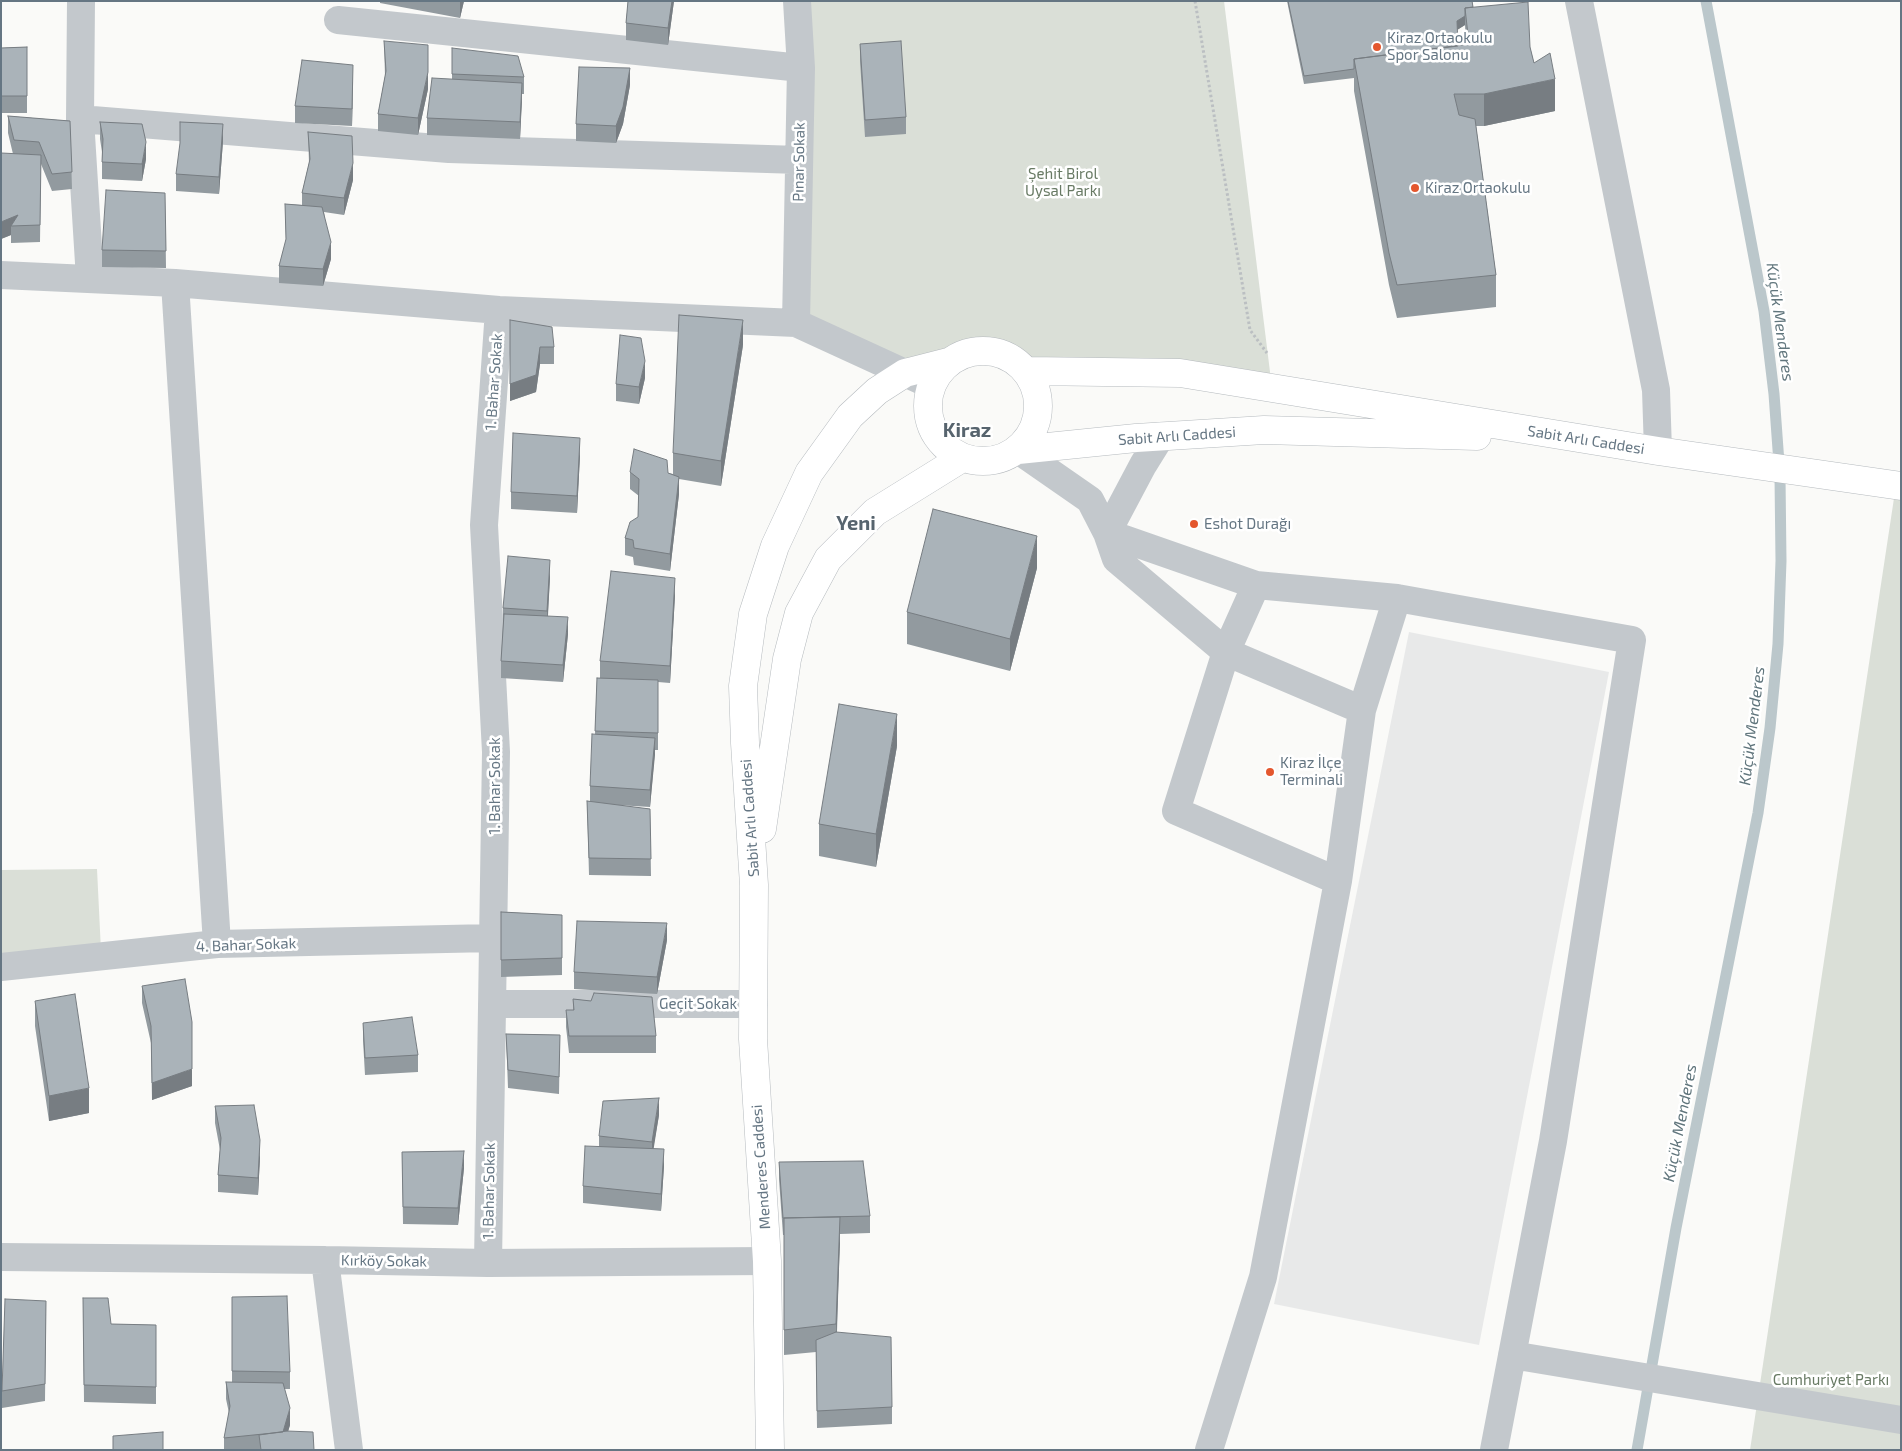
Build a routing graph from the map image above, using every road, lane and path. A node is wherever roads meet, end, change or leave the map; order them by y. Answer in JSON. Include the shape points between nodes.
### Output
{"nodes":[{"id":1,"x":82,"y":1,"type":"edge"},
{"id":2,"x":797,"y":1,"type":"edge"},
{"id":3,"x":1195,"y":1,"type":"edge"},
{"id":4,"x":1579,"y":1,"type":"edge"},
{"id":5,"x":338,"y":20,"type":"dead end"},
{"id":6,"x":802,"y":68,"type":"junction"},
{"id":7,"x":80,"y":119,"type":"junction"},
{"id":8,"x":799,"y":160,"type":"junction"},
{"id":9,"x":1,"y":275,"type":"edge"},
{"id":10,"x":90,"y":280,"type":"junction"},
{"id":11,"x":175,"y":283,"type":"junction"},
{"id":12,"x":499,"y":310,"type":"junction"},
{"id":13,"x":796,"y":324,"type":"junction"},
{"id":14,"x":1271,"y":358,"type":"dead end"},
{"id":15,"x":948,"y":362,"type":"junction"},
{"id":16,"x":1027,"y":371,"type":"junction"},
{"id":17,"x":905,"y":373,"type":"junction"},
{"id":18,"x":931,"y":385,"type":"junction"},
{"id":19,"x":1161,"y":436,"type":"junction"},
{"id":20,"x":1018,"y":450,"type":"junction"},
{"id":21,"x":1658,"y":451,"type":"junction"},
{"id":22,"x":962,"y":458,"type":"junction"},
{"id":23,"x":1901,"y":486,"type":"edge"},
{"id":24,"x":1107,"y":532,"type":"junction"},
{"id":25,"x":1256,"y":585,"type":"junction"},
{"id":26,"x":1397,"y":598,"type":"junction"},
{"id":27,"x":1226,"y":652,"type":"junction"},
{"id":28,"x":1362,"y":710,"type":"junction"},
{"id":29,"x":1338,"y":881,"type":"junction"},
{"id":30,"x":754,"y":885,"type":"junction"},
{"id":31,"x":492,"y":938,"type":"junction"},
{"id":32,"x":217,"y":944,"type":"junction"},
{"id":33,"x":1,"y":968,"type":"edge"},
{"id":34,"x":492,"y":1004,"type":"junction"},
{"id":35,"x":754,"y":1004,"type":"junction"},
{"id":36,"x":1,"y":1257,"type":"edge"},
{"id":37,"x":325,"y":1260,"type":"junction"},
{"id":38,"x":767,"y":1261,"type":"junction"},
{"id":39,"x":488,"y":1263,"type":"junction"},
{"id":40,"x":1512,"y":1355,"type":"junction"},
{"id":41,"x":1901,"y":1420,"type":"edge"},
{"id":42,"x":349,"y":1450,"type":"edge"},
{"id":43,"x":770,"y":1450,"type":"edge"},
{"id":44,"x":1209,"y":1450,"type":"edge"},
{"id":45,"x":1494,"y":1450,"type":"edge"}],
"edges":[{"from":1,"to":7,"type":"street"},
{"from":2,"to":6,"type":"street","name":"Pınar Sokak"},
{"from":3,"to":14,"type":"path","via":[[1250,330]]},
{"from":4,"to":21,"type":"street","via":[[1656,390]]},
{"from":5,"to":6,"type":"street"},
{"from":6,"to":8,"type":"street","name":"Pınar Sokak"},
{"from":7,"to":8,"type":"street","via":[[449,149]]},
{"from":7,"to":10,"type":"street"},
{"from":8,"to":13,"type":"street","name":"Pınar Sokak"},
{"from":9,"to":10,"type":"street"},
{"from":10,"to":11,"type":"street"},
{"from":11,"to":12,"type":"street"},
{"from":11,"to":32,"type":"street"},
{"from":12,"to":13,"type":"street"},
{"from":12,"to":31,"type":"street","name":"1. Bahar Sokak","via":[[484,525],[496,752]]},
{"from":13,"to":17,"type":"street"},
{"from":15,"to":16,"type":"main road","name":"Sabit Arlı Caddesi","via":[[975,350],[1004,354]]},
{"from":15,"to":17,"type":"main road","name":"Sabit Arlı Caddesi"},
{"from":15,"to":18,"type":"main road","name":"Sabit Arlı Caddesi"},
{"from":16,"to":20,"type":"main road","name":"Sabit Arlı Caddesi","via":[[1040,400],[1035,427]]},
{"from":16,"to":21,"type":"main road","name":"Sabit Arlı Caddesi","via":[[1180,372]]},
{"from":17,"to":18,"type":"street"},
{"from":17,"to":30,"type":"main road","name":"Sabit Arlı Caddesi","via":[[877,391],[850,416],[809,473],[775,546],[753,614],[743,686]]},
{"from":18,"to":22,"type":"main road","name":"Sabit Arlı Caddesi","via":[[927,414],[938,440]]},
{"from":19,"to":20,"type":"main road","name":"Sabit Arlı Caddesi"},
{"from":19,"to":21,"type":"main road","name":"Sabit Arlı Caddesi","via":[[1264,430],[1492,436]]},
{"from":19,"to":24,"type":"street"},
{"from":20,"to":22,"type":"main road","name":"Sabit Arlı Caddesi","via":[[995,461]]},
{"from":20,"to":24,"type":"street","via":[[1090,500]]},
{"from":21,"to":23,"type":"main road"},
{"from":22,"to":30,"type":"main road","name":"Sabit Arlı Caddesi","via":[[875,512],[828,558],[799,613],[787,659]]},
{"from":24,"to":25,"type":"street"},
{"from":24,"to":27,"type":"street","via":[[1116,559]]},
{"from":25,"to":26,"type":"street"},
{"from":25,"to":27,"type":"street"},
{"from":26,"to":28,"type":"street"},
{"from":26,"to":40,"type":"street","via":[[1632,640],[1553,1141]]},
{"from":27,"to":28,"type":"street"},
{"from":27,"to":29,"type":"street","via":[[1176,811]]},
{"from":28,"to":29,"type":"street"},
{"from":29,"to":44,"type":"street","via":[[1263,1277]]},
{"from":30,"to":35,"type":"main road","name":"Menderes Caddesi"},
{"from":31,"to":32,"type":"street","name":"4. Bahar Sokak"},
{"from":31,"to":34,"type":"street","name":"1. Bahar Sokak"},
{"from":32,"to":33,"type":"street","name":"4. Bahar Sokak"},
{"from":34,"to":35,"type":"street","name":"Geçit Sokak"},
{"from":34,"to":39,"type":"street","name":"1. Bahar Sokak"},
{"from":35,"to":38,"type":"main road","name":"Menderes Caddesi","via":[[753,1039]]},
{"from":36,"to":37,"type":"street","name":"Kırköy Sokak"},
{"from":37,"to":39,"type":"street","name":"Kırköy Sokak"},
{"from":37,"to":42,"type":"street"},
{"from":38,"to":39,"type":"street","name":"Kırköy Sokak"},
{"from":38,"to":43,"type":"main road","name":"Menderes Caddesi"},
{"from":40,"to":41,"type":"street"},
{"from":40,"to":45,"type":"street"}]}
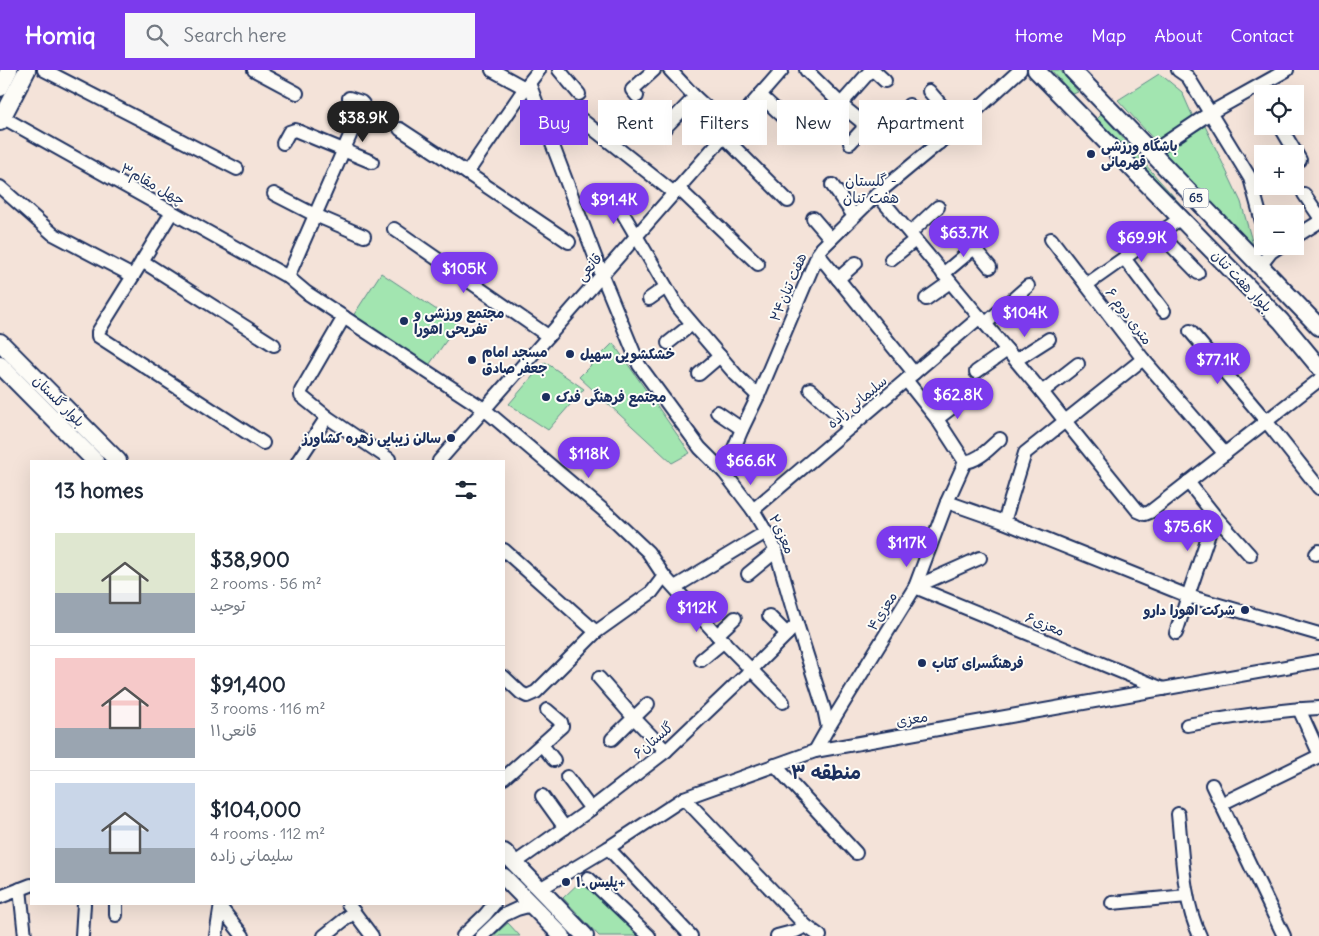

▸ **What you should do**: Across all the entries, count the lines that contain "Menderes", and state nothing but the total.

▸ **Exercise response**: 3